Saving Italian hydRological mEasuremeNts (SIREN), a new project in Italy aims to save 70 years of hydro-meteorological measurements by crowd-sourcing the work of volunteers. The work will involve digitizing historical hydrological data to allow researchers to test new methodologies or train new models.
Hydro-meteorological data collection in Italy was managed at the national level by the National Hydrological and Mareographic Service (Servizio Idrografico e Mareografico Nazionale, SIMN) since it first began in the early 1900s.
About 30 years ago SIMN was dismantled and responsibility for data collection was transferred to the regional level, consisting of 19 Regions and 2 Autonomous Provinces.
This shift caused difficulties in the availability of complete and homogeneous records for the whole country. Data acquired in the most recent years are typically available in digital format, making it easier to combine disparate regional datasets. However, historical measurements only exist in printed format, through the Hydrological Yearbooks published by the National Hydrological and Mareographic Service.
There have been a few initiatives to attempt to partially recover this information in the past, but they were often limited in scope, focusing on specific periods or geographical areas.
Why is the lack of digital data a problem?
One of the major problems that both hydrologists and climatologists face is the limited amount of historical data that can be used to test new methodologies or train models. This lack of data is even more critical in a country like Italy, with complex morphology and climate that varies substantially across the territory. The recovery of this considerable amount of data would not only allow a better understanding of the climate of the last century but would also serve to estimate how the climate and the hydrological cycle could change in the future.

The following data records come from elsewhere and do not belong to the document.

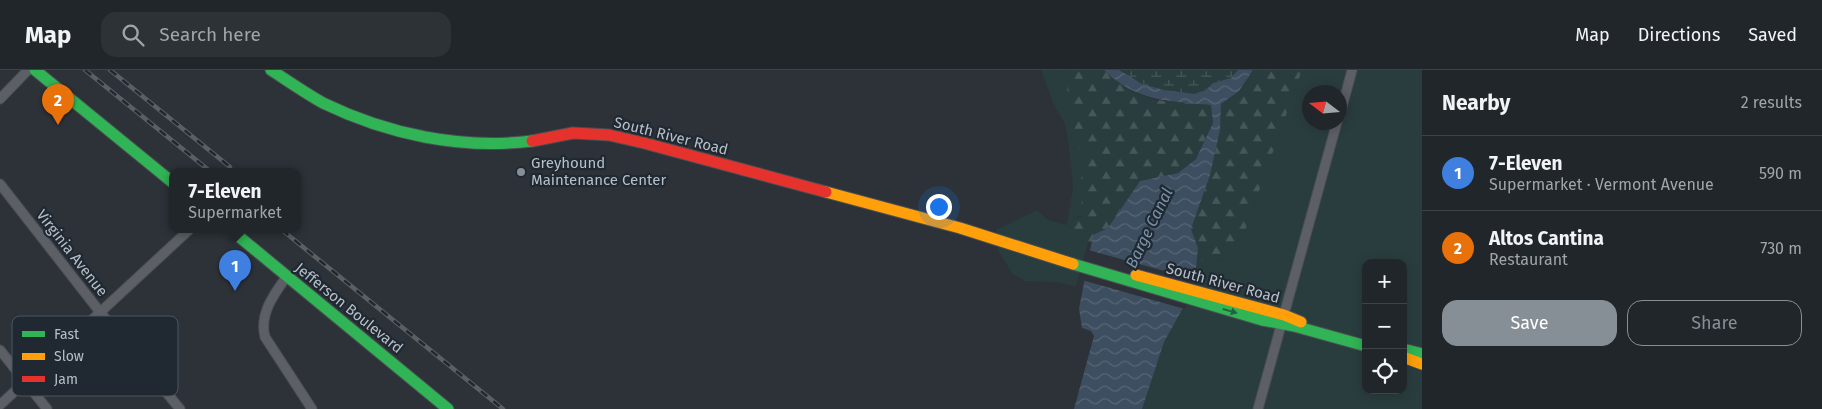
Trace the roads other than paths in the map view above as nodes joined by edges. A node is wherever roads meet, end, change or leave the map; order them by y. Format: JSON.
{"nodes":[{"id":1,"x":28,"y":70,"type":"edge"},
{"id":2,"x":35,"y":70,"type":"edge"},
{"id":3,"x":271,"y":70,"type":"edge"},
{"id":4,"x":1352,"y":70,"type":"edge"},
{"id":5,"x":1347,"y":89,"type":"edge"},
{"id":6,"x":0,"y":99,"type":"edge"},
{"id":7,"x":1336,"y":130,"type":"edge"},
{"id":8,"x":169,"y":180,"type":"edge"},
{"id":9,"x":0,"y":184,"type":"edge"},
{"id":10,"x":186,"y":233,"type":"edge"},
{"id":11,"x":235,"y":233,"type":"edge"},
{"id":12,"x":287,"y":276,"type":"junction"},
{"id":13,"x":100,"y":312,"type":"junction"},
{"id":14,"x":96,"y":316,"type":"edge"},
{"id":15,"x":103,"y":316,"type":"edge"},
{"id":16,"x":1283,"y":320,"type":"junction"},
{"id":17,"x":1362,"y":339,"type":"edge"},
{"id":18,"x":1362,"y":345,"type":"edge"},
{"id":19,"x":0,"y":350,"type":"edge"},
{"id":20,"x":1407,"y":351,"type":"edge"},
{"id":21,"x":1422,"y":354,"type":"edge"},
{"id":22,"x":1407,"y":358,"type":"edge"},
{"id":23,"x":12,"y":364,"type":"edge"},
{"id":24,"x":1422,"y":364,"type":"edge"},
{"id":25,"x":12,"y":394,"type":"edge"},
{"id":26,"x":37,"y":396,"type":"edge"},
{"id":27,"x":169,"y":396,"type":"edge"},
{"id":28,"x":0,"y":405,"type":"edge"},
{"id":29,"x":47,"y":409,"type":"edge"},
{"id":30,"x":180,"y":409,"type":"edge"},
{"id":31,"x":312,"y":409,"type":"edge"},
{"id":32,"x":448,"y":409,"type":"edge"},
{"id":33,"x":1258,"y":409,"type":"edge"}],
"edges":[{"from":1,"to":6,"type":"street"},
{"from":2,"to":8,"type":"street"},
{"from":3,"to":16,"type":"street","name":"South River Road"},
{"from":4,"to":5,"type":"street"},
{"from":7,"to":16,"type":"street","name":"South River Road"},
{"from":9,"to":13,"type":"street","name":"Virginia Avenue"},
{"from":10,"to":13,"type":"street"},
{"from":11,"to":12,"type":"street","name":"Jefferson Boulevard"},
{"from":12,"to":31,"type":"street"},
{"from":12,"to":32,"type":"street","name":"Jefferson Boulevard"},
{"from":13,"to":14,"type":"street"},
{"from":13,"to":15,"type":"street","name":"Virginia Avenue"},
{"from":16,"to":17,"type":"street"},
{"from":16,"to":18,"type":"street"},
{"from":16,"to":33,"type":"street"},
{"from":19,"to":23,"type":"street"},
{"from":20,"to":21,"type":"street"},
{"from":22,"to":24,"type":"street"},
{"from":25,"to":28,"type":"street"},
{"from":26,"to":29,"type":"street"},
{"from":27,"to":30,"type":"street","name":"Virginia Avenue"}]}
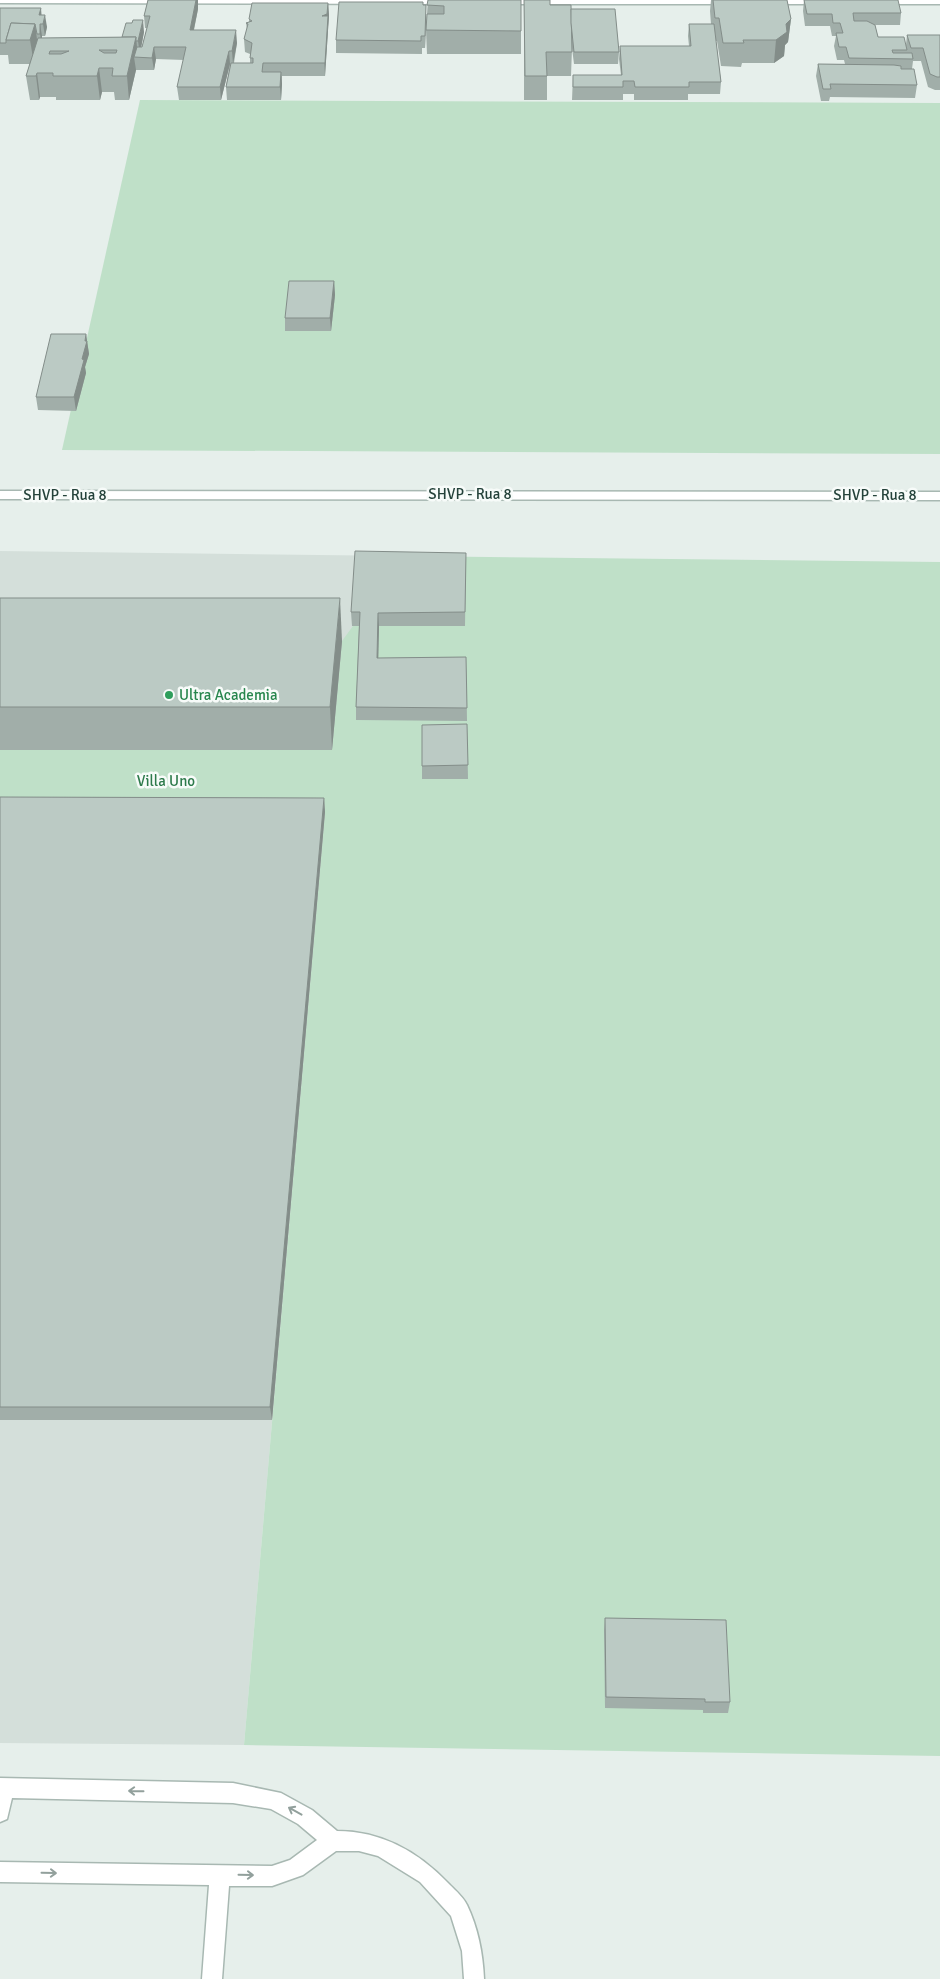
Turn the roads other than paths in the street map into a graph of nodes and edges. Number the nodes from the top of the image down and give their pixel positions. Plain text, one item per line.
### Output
1 (0, 0) edge
2 (454, 1) edge
3 (492, 1) edge
4 (750, 1) edge
5 (834, 1) edge
6 (874, 1) edge
7 (940, 1) edge
8 (0, 495) edge
9 (940, 496) edge
10 (2, 1788) edge
11 (0, 1812) edge
12 (333, 1841) junction
13 (0, 1872) edge
14 (220, 1875) junction
15 (212, 1979) edge
16 (474, 1979) edge

1 - 2 street
3 - 4 street
4 - 5 street
6 - 7 street
8 - 9 street, SHVP - Rua 8
10 - 11 street
12 -> 10 street
14 -> 12 street
12 - 16 street
13 -> 14 street
14 - 15 street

Why not use optical character recognition software?
Despite the remarkable improvements in Optical Character Recognition (OCR) software and machine learning / artificial intelligence techniques, the most accurate digitization approach is still based on manual transcription.

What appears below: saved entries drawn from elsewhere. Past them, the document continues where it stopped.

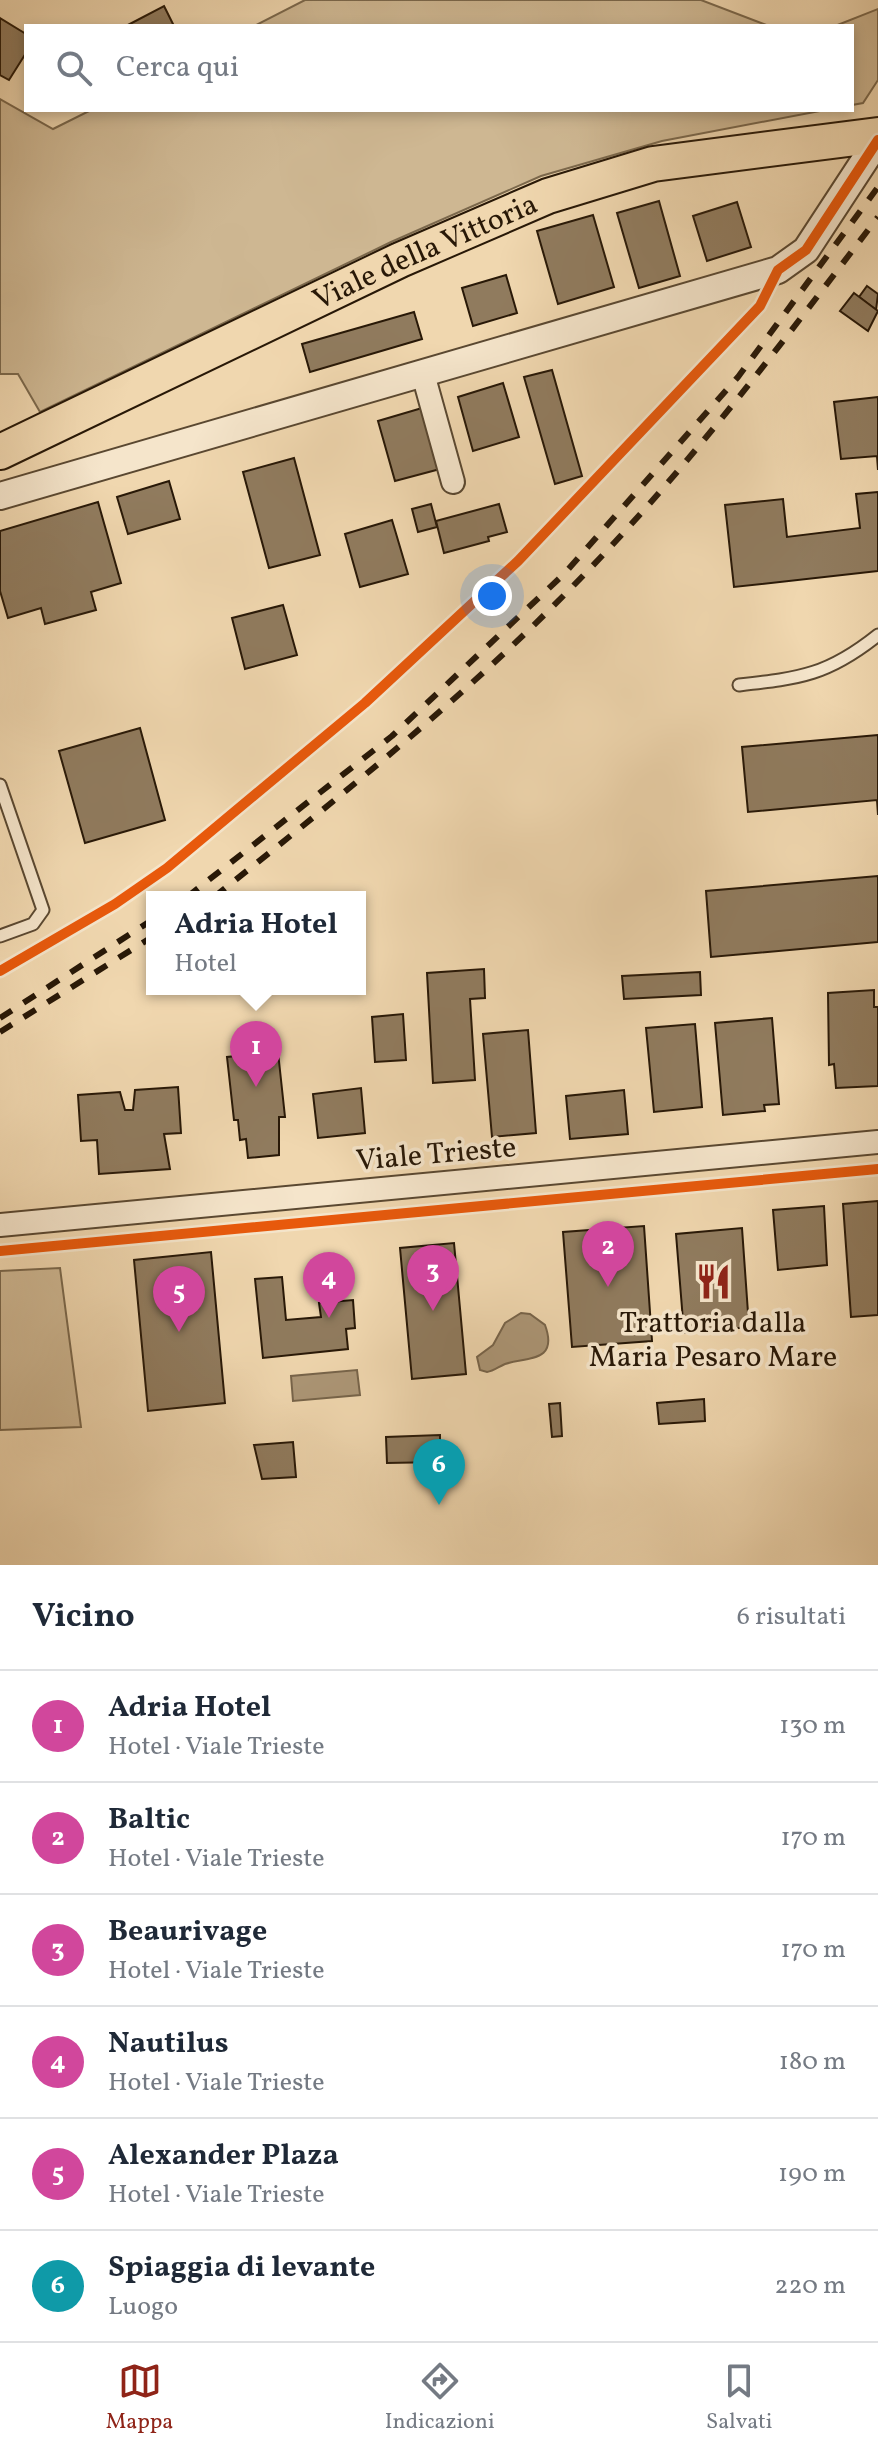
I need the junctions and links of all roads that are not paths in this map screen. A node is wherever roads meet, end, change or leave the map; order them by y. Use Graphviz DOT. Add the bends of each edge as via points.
graph roads {
  1 [pos="878,137"];
  2 [pos="423,374"];
  3 [pos="0,452"];
  4 [pos="453,482"];
  5 [pos="0,496"];
  6 [pos="878,635"];
  7 [pos="739,685"];
  8 [pos="0,785"];
  9 [pos="0,936"];
  10 [pos="878,1142"];
  11 [pos="0,1225"];
  1 -- 2 [label="street" via="806,250 778,270"];
  1 -- 3 [label="main road, Viale della Vittoria" via="653,164 548,196 400,260"];
  2 -- 4 [label="street"];
  2 -- 5 [label="street"];
  6 -- 7 [label="lane" via="845,661 804,678"];
  8 -- 9 [label="lane" via="43,910 33,924"];
  10 -- 11 [label="street, Viale Trieste"];
}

Most of these records are printed in old documents, and the ink may be partially damaged. For example, an “8” can be easily mistaken for a “3” in these conditions. Moreover, these tables contain several hand-written corrections performed by different people with different handwriting. All these peculiarities limit the applicability of standardized automated approaches.
How you can help
The SIREN project is looking for volunteers to help in the digitization process. You can find out more here.
The goal of the project is the digitization of Italian historical hydro-meteorological records to produce a consistent national-scale dataset. The task for the volunteers is the transcription of data and the interpretation of handwritten corrections that could be reported on these printed documents.
All the pages of the Hydrological Yearbooks are available as images on the website. Pages are randomly selected for users to transcribe. No specific knowledge of the topic is needed and there is a simple tutorial on the website that allows users to quickly identify the relevant data and the name of the gauging station. No specific equipment is needed, just a computer and an internet connection are enough.
Paola Mazzoglio, a research assistant at Politecnico di Torino, who is involved in organising the project, said the resulting dataset “could be useful for a wide range of possible applications, from design purposes to water management planning to research. Moreover, this new dataset could allow researchers to better understand the climate of the last century in Italy and could be useful to estimate how river floods, drought periods and, more generally, the climate, might change in the future.